Cave in Eddy County, New Mexico, U.S.

Lechuguilla Cave is a cave in Carlsbad Caverns National Park, New Mexico, United States, known for its unusual geology, rare formations, and pristine condition. At 152.11 mi, it is the ninth-longest explored cave in the world. Its measured depth of 1588.6 ft makes it the seventh-deepest cave in the United States.

The cave is named for the canyon through which it is entered, which is named for Agave lechuguilla, a species of plant found there. Access to the cave is limited to approved scientific researchers, survey and exploration teams, and National Park Service management-related trips.

==Exploration history==
Lechuguilla Cave was known until 1986 as a small, insignificant historic site in the park's back country. Small amounts of bat guano were mined from the entrance passages for a year under a mining claim filed in 1914. The historic cave contained a 90 ft entrance pit known as Misery Hole, which led to 400 ft of dry, dead-end passages.

The cave was visited infrequently after mining activities ceased. However, in the 1950s, cavers heard wind roaring up from the rubble-choked cave floor. Although no route was obvious, people concluded that more cave passages were present below the rubble. Led by Dave Allured, a group of cavers from the Colorado Grotto gained permission from the National Park Service to begin digging in 1984. On May 25, 1986, they broke through into large, naturally-occurring walking passages. Since then, explorers have mapped over 150 mi of passages, making Lechuguilla the eighth-longest cave in the world and fourth-longest in the United States.

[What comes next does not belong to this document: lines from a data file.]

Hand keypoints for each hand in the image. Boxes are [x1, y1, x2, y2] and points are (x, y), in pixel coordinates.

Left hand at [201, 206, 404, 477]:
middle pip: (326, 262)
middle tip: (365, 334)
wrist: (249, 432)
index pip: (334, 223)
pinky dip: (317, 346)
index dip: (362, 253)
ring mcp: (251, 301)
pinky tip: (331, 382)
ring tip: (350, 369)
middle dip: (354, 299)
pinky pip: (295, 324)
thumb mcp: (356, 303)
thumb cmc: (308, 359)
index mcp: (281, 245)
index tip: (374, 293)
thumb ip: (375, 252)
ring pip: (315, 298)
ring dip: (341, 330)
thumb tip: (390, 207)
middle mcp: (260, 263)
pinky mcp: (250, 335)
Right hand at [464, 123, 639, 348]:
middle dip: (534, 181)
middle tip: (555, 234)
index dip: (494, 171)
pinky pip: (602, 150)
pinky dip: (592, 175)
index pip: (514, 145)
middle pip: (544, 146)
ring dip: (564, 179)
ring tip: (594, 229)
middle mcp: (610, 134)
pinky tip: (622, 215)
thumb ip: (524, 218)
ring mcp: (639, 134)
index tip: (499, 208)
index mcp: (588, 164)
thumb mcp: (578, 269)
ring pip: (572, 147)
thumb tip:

In May 2012, a team led by Derek Bristol of Colorado climbed more than 410 ft into a dome and discovered several passages, pits, and large rooms. This new section was named "Oz", and many of its features were named after items from The Wizard of Oz. The discovery included a large room measuring 600 ft long, up to 150 ft wide, and up to 150 ft high. It was named "Munchkinland". A pit, named "Kansas Twister", at over 510 ft from floor to ceiling, is the deepest pit discovered in the park. The team spent eight days mapping Oz, adding the largest distance to the survey since 1989, and bringing the total length to 134.6 mi.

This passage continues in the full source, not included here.